Hematology and Hematological Oncology Department, Provincial Hospital, 45-061 Opole, Poland.
Hirszfeld Institute of Immunology and Experimental Therapy, Polish Academy of Sciences, 53-114 Wroclaw, Poland.
Int J Mol Sci. 2023 Mar 17;24(6):5730. doi: 10.3390/ijms24065730.
Multiple myeloma (MM) is a hematologic malignancy characterized by severely profound immune dysfunction. Therefore, the efficacy of drugs targeting the immune environments, such as immune checkpoint inhibitors (ICIs), is of high clinical importance. However, several clinical trials evaluating ICIs in MM in different therapeutic combinations revealed underwhelming results showing a lack of clinical efficacy and excessive side effects. The underlying mechanisms of resistance to ICIs observed in the majority of MM patients are still under investigation. Recently, we demonstrated that inappropriate expression of PD-1 and CTLA-4 on CD4 T cells in active MM is associated with adverse clinical outcomes and treatment status. The aim of the current study was to determine the usefulness of immune checkpoint expression assessment as a predictive biomarker of the response to therapeutic inhibitors. For this purpose, along with checkpoint expression estimated by flow cytometry, we evaluated the time to progression (TTP) of MM patients at different clinical stages (disease diagnosis and relapse) depending on the checkpoint expression level; the cut-off point (dividing patients into low and high expressors) was selected based on the median value. Herein, we confirmed the defective levels of regulatory PD-1, CTLA-4 receptors, and the CD69 marker activation in newly diagnosed (ND) patients, whereas relapsed/refractory patients (RR) exhibited their recovered values and reactivity. Additionally, substantially higher populations of senescent CD4CD28 T cells were found in MM, primarily in NDMM subjects. These observations suggest the existence of two dysfunctional states in MM CD4 T cells with the predominance of immunosenescence at disease diagnosis and exhaustion at relapse, thus implying different responsiveness to the external receptor blockade depending on the disease stage. Furthermore, we found that lower CTLA-4 levels in NDMM patients or higher PD-1 expression in RRMM patients may predict early relapse. In conclusion, our study clearly showed that the checkpoint level in CD4 T cells may significantly affect the time to MM progression concerning the treatment status. Therefore, when considering novel therapies and potent combinations, it should be taken into account that blocking PD-1 rather than CTLA-4 might be a beneficial form of immunotherapy for only a proportion of RRMM patients.

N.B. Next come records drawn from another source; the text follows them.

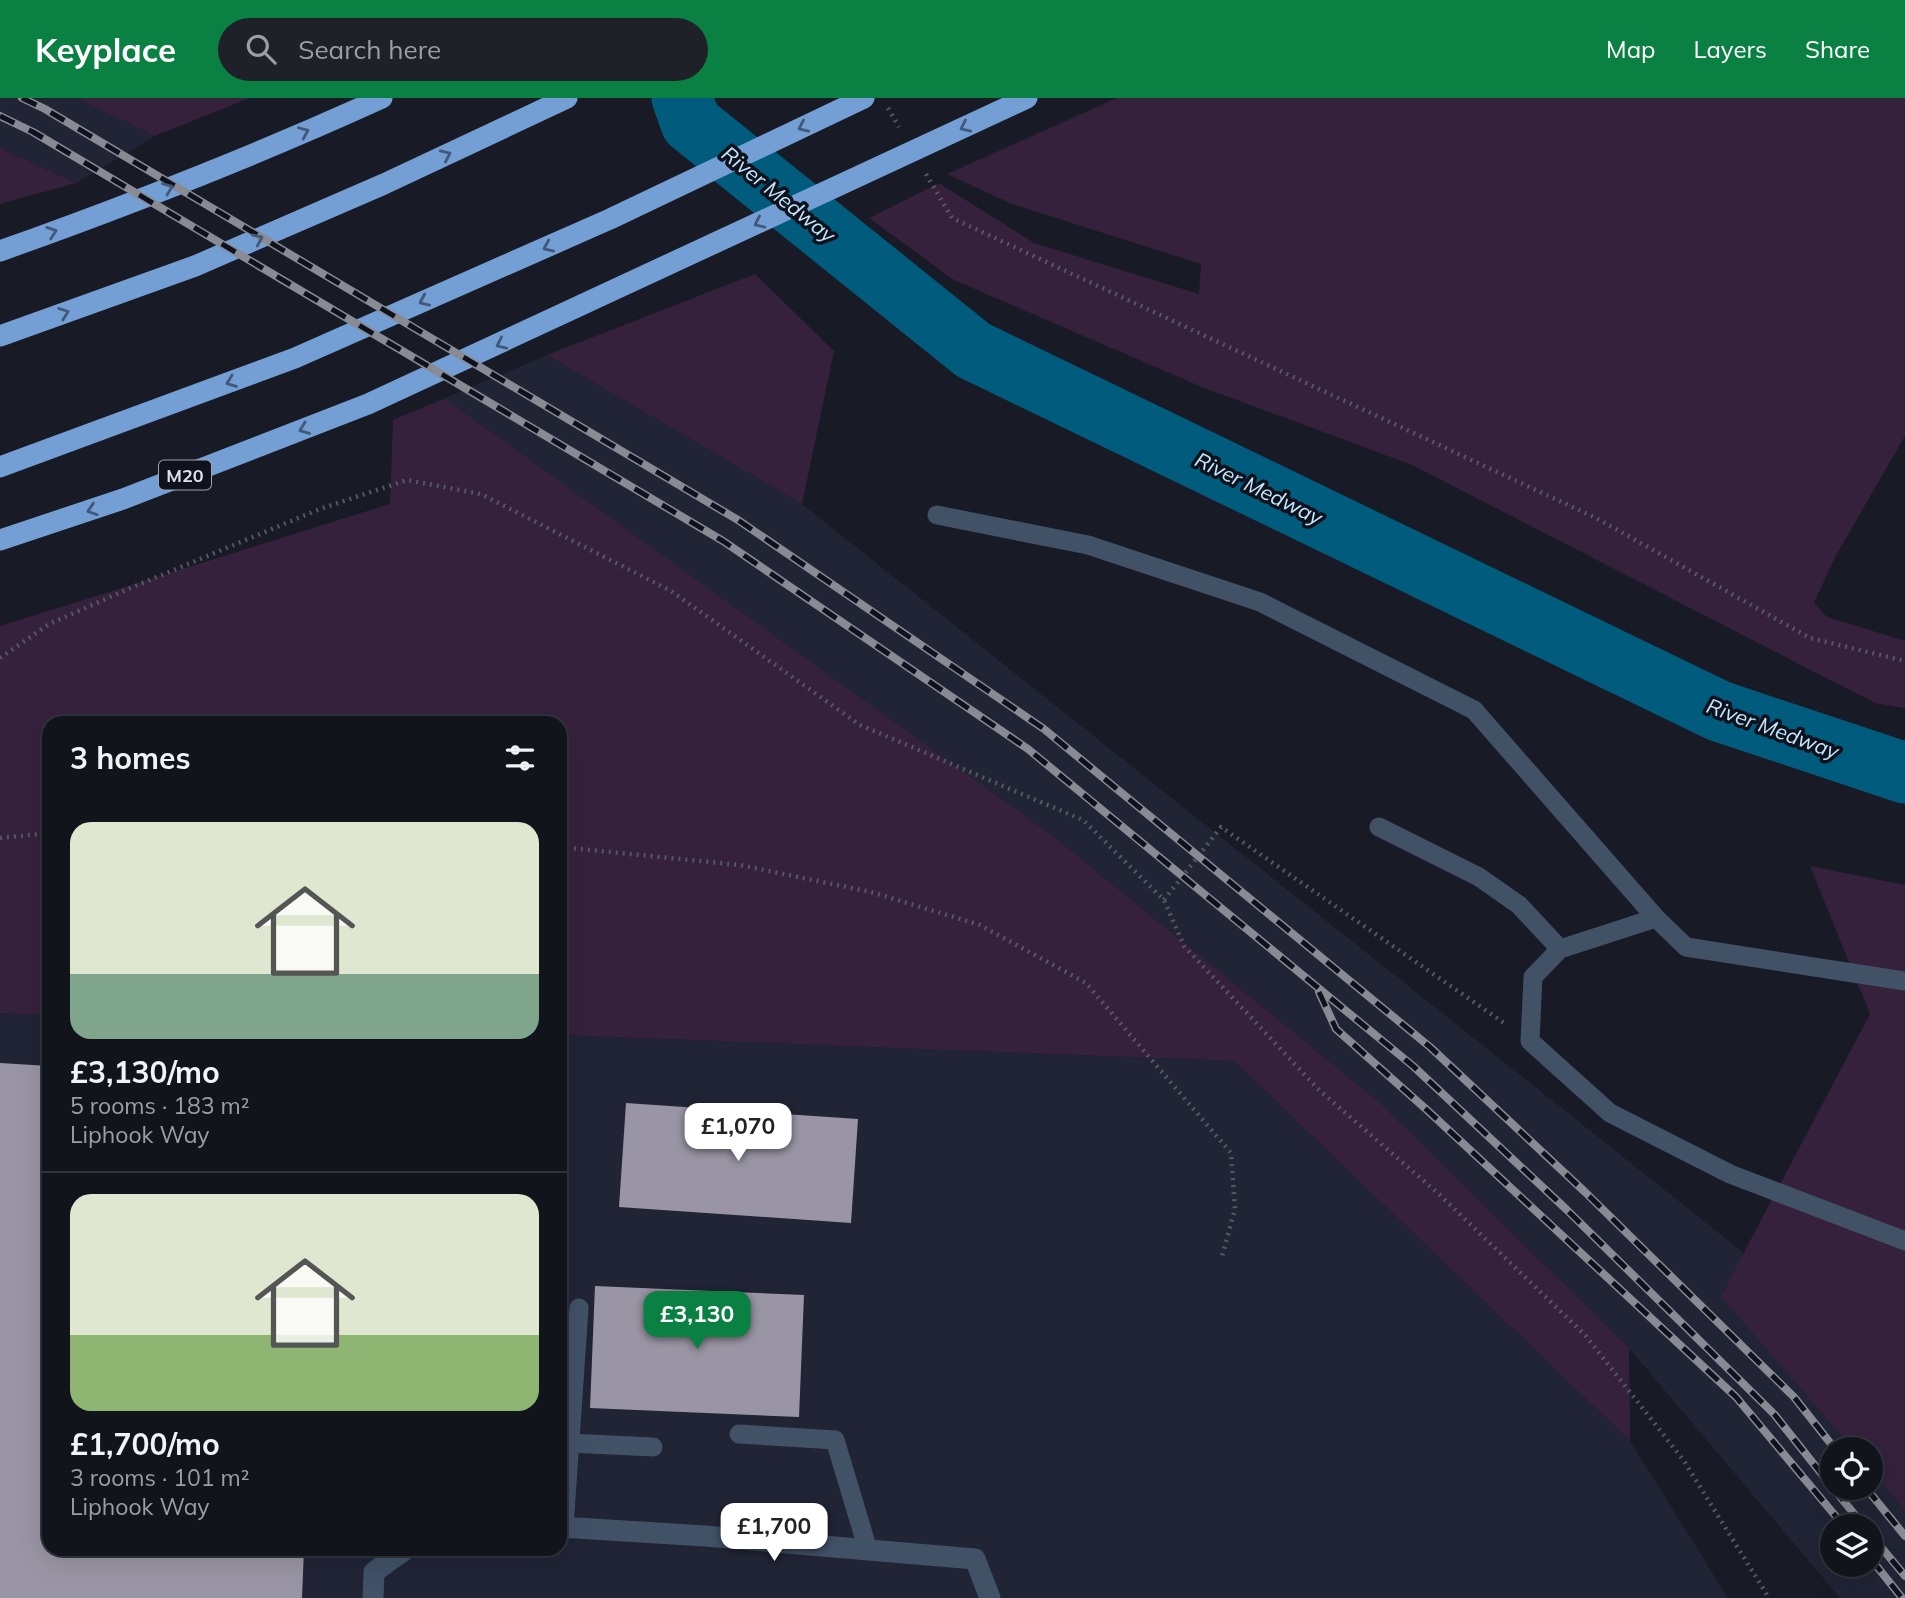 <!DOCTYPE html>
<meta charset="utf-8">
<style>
:root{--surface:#12141c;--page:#1f2129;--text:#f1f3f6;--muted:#9c9ea3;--line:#31333b;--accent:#0b8043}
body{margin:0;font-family:Mulish,sans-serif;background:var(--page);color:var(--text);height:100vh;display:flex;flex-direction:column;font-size:26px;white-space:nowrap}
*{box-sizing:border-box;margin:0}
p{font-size:23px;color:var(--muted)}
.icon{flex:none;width:38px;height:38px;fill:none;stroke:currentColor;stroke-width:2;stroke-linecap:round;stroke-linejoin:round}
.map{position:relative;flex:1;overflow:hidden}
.side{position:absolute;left:42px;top:618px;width:525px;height:840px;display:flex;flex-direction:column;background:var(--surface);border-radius:21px;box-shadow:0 7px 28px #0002,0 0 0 2px var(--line)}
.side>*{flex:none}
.buttons{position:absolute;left:1820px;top:1339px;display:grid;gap:14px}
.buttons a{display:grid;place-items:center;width:63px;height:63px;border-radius:50%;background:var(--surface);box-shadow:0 7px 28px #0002,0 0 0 2px var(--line);font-size:35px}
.price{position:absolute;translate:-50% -60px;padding:0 16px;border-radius:14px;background:#fff;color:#222;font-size:23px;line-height:46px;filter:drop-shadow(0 2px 4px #0008)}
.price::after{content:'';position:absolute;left:50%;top:42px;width:21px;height:16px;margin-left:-10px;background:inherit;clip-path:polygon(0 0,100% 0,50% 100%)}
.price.current{background:var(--accent);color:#fff}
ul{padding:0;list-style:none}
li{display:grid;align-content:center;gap:14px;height:371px;padding:0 28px}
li+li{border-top:2px solid var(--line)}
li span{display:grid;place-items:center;height:217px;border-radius:21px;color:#555}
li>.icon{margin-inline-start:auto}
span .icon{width:126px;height:126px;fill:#fffc;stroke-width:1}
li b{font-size:30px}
h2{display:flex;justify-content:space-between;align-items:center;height:84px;padding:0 28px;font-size:30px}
header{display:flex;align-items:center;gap:42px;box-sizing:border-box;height:98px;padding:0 35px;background:var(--accent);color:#fff}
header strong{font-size:33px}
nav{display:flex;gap:38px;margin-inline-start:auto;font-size:24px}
.search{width:490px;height:63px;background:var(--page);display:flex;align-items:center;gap:18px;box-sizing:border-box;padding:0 24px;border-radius:38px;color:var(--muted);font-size:26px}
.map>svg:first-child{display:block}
</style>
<header>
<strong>Keyplace</strong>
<div class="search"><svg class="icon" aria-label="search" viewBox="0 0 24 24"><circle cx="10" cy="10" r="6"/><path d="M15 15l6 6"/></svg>Search here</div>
<nav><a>Map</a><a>Layers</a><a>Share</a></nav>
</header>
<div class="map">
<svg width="1905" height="1500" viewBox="0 0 1905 1500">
<rect width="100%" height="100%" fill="#181a26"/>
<path fill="#212435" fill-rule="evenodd" d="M0 0H90L155 38 76 85 0 50Z
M547 257 802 406 1744 1155 1905 1326V1500H1840L1629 1250 1378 1003 1058 742 393 322ZM1832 1351H1871V1390H1832ZM1832 1428H1871V1466H1832Z
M0 915 49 917V1451H560V937L1234 963 1630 1343 1728 1500H0Z"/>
<path fill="#36213c" d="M77 0H250L155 38Z
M1117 0H1905V338L1835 459 1814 505 1827 519 1905 543V610L1875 605 1412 367 1202 289 954 182 869 120 939 85 1034 145 1199 196 1201 166 1012 106 947 76Z
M0 50 76 85 0 106Z
M755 176 834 253 802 406 547 257Z
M445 301 1058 742 1378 1003 1629 1250 1630 1343 1234 963 560 937V625H49V917L0 915V528L390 406 393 322Z
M1810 768 1905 787V1412L1871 1372V1351H1853L1721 1198 1870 916Z"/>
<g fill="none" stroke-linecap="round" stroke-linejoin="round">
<path stroke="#005b7d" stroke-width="61" d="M682 0 691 25 973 252 1719 613 1905 675"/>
</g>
<path fill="#9995a4" d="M0 965 49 968V1451H304L302 1500H0Z
M626 1005 858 1021 851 1125 619 1109Z
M595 1188 804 1197 799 1319 590 1310Z"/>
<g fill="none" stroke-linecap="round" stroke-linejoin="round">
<path stroke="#555763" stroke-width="4.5" stroke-dasharray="2 5" stroke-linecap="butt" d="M888 10 899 29
M926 76 952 120 1596 420 1810 540 1905 563
M0 560 49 526 133 489 320 411 407 382 481 396 671 493 860 627 1083 722 1164 802 1184 848 1319 992 1440 1097 1585 1237 1684 1363 1769 1500
M0 740 49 735
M560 749 740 767 871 794 980 827 1086 885 1231 1055 1235 1111 1221 1162
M1164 802 1221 729 1504 925"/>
<path stroke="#415267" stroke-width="19" d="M937 417 1088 447 1260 504 1474 612 1656 820 1686 849 1905 883
M1379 729 1479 779 1519 807 1560 851
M1656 820 1560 851 1533 879 1530 943 1610 1015 1730 1076 1905 1143
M739 1336 835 1342 868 1452
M569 1345 653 1349
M564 1429 579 1210"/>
<path stroke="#415267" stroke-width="21" d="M560 1429 705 1438 975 1461 990 1500
M373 1500 374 1474 406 1451"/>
<path stroke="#749fd4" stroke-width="21" d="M0 153C129 107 257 57 382 0
M0 238 195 168 384 86 567 0
M0 369 295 260 610 121 864 0
M0 442 123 401 368 306 1027 0"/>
<g stroke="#888a94" stroke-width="8">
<path id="rail" d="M22 0 45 11 738 422 1044 631 1430 949 1585 1094 1794 1299 1835 1351
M0 18 33 34 723 443 1028 651 1413 968 1567 1112 1774 1316 1832 1389
M1319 894 1336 931 1427 1012 1736 1299 1844 1428
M1833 1390 1864 1428
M1866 1390 1905 1438
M1871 1437 1905 1478
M1871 1461 1902 1500"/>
</g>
<use href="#rail" stroke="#0f111c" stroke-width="5" stroke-dasharray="16" stroke-linecap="butt"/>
</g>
<defs><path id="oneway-chevron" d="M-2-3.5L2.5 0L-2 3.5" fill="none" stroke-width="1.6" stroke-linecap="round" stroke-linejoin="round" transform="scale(1.75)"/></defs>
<g stroke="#425878">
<use href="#oneway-chevron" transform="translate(803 29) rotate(155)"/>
<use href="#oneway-chevron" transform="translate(965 29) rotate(155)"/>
<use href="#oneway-chevron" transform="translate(304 34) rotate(-23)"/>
<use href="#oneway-chevron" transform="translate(446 57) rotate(-25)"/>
<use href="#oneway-chevron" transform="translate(168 90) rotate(-22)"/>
<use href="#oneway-chevron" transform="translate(759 125) rotate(155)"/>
<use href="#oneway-chevron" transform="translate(52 134) rotate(-19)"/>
<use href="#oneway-chevron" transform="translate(258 141) rotate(-24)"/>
<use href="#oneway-chevron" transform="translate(548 149) rotate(156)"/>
<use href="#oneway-chevron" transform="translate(424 203) rotate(156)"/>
<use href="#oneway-chevron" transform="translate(64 215) rotate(-20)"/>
<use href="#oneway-chevron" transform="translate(501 246) rotate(155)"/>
<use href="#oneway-chevron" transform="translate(231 284) rotate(159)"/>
<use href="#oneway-chevron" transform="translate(304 331) rotate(159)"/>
<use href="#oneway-chevron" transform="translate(92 412) rotate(162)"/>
</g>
<g text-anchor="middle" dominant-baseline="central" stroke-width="7" stroke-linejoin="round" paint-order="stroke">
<rect fill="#0f111c" stroke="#a1a3ac" stroke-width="2" x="159" y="362.5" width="52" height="29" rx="5"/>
<g font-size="18" font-weight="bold" fill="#dfe1ea">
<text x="185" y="377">M20</text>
</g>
<g font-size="21" font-style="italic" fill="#c3e9fe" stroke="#0f111c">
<text transform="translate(779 96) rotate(39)">River Medway</text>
<text transform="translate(1259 390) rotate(26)">River Medway</text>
<text transform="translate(1773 630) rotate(20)">River Medway</text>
</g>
</g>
</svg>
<div class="buttons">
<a><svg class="icon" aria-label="locate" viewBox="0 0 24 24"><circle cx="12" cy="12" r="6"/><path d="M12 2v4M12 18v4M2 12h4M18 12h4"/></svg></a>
<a><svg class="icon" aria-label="layers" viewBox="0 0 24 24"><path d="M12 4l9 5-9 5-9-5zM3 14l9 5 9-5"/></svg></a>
</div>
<b class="price" style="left:738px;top:1065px">£1,070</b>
<b class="price current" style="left:697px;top:1253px">£3,130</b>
<b class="price" style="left:774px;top:1465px">£1,700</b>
<section class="side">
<h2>3 homes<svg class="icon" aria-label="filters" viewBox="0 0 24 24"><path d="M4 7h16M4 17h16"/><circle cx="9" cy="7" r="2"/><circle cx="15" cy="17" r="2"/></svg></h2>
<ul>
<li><span style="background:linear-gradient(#dfe7d0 70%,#7fa58c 0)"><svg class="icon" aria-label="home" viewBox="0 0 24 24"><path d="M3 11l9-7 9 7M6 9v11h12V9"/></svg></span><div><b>£3,130/mo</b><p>5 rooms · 183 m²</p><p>Liphook Way</p></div></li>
<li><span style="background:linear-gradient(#dfe7d0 65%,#8fb573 0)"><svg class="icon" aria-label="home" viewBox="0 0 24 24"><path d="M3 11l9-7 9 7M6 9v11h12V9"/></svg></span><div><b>£1,700/mo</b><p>3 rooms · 101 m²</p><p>Liphook Way</p></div></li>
</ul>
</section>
</div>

多发性骨髓瘤(MM)是一种以严重深度免疫功能障碍为特征的血液恶性肿瘤。因此,靶向免疫环境的药物(如免疫检查点抑制剂(ICIs))的疗效具有重要的临床意义。然而,几项在不同治疗组合中评估 MM 中 ICIs 的临床试验结果令人失望,显示出缺乏临床疗效和过多的副作用。在大多数 MM 患者中观察到的对 ICI 耐药的潜在机制仍在研究中。最近,我们证明了在活动性 MM 中 CD4 T 细胞上 PD-1 和 CTLA-4 的表达不当与不良的临床结局和治疗状态有关。本研究的目的是确定免疫检查点表达评估作为治疗抑制剂反应的预测生物标志物的有用性。为此,除了流式细胞术估计的检查点表达外,我们还根据检查点表达水平评估了不同临床阶段(疾病诊断和复发)的 MM 患者的无进展时间(TTP);根据中位值选择了截止点(将患者分为低表达者和高表达者)。在此,我们证实了新诊断(ND)患者中调节性 PD-1、CTLA-4 受体和 CD69 标记物激活的缺陷水平,而复发/难治性患者(RR)则表现出其恢复的水平和反应性。此外,在 MM 中发现了大量衰老的 CD4CD28 T 细胞,主要在 NDMM 患者中。这些观察结果表明,MM CD4 T 细胞中存在两种功能障碍状态,在疾病诊断时以免疫衰老为主,在复发时以衰竭为主,因此意味着根据疾病阶段对外部受体阻断的反应不同。此外,我们发现 NDMM 患者中 CTLA-4 水平较低或 RRMM 患者中 PD-1 表达较高可能预示着早期复发。总之,我们的研究清楚地表明,CD4 T 细胞中的检查点水平可能会显著影响 MM 进展的时间,这与治疗状态有关。因此,在考虑新的治疗方法和有效的联合治疗时,应该考虑到阻断 PD-1 而不是 CTLA-4 可能是 RRMM 患者的一种有益的免疫治疗形式。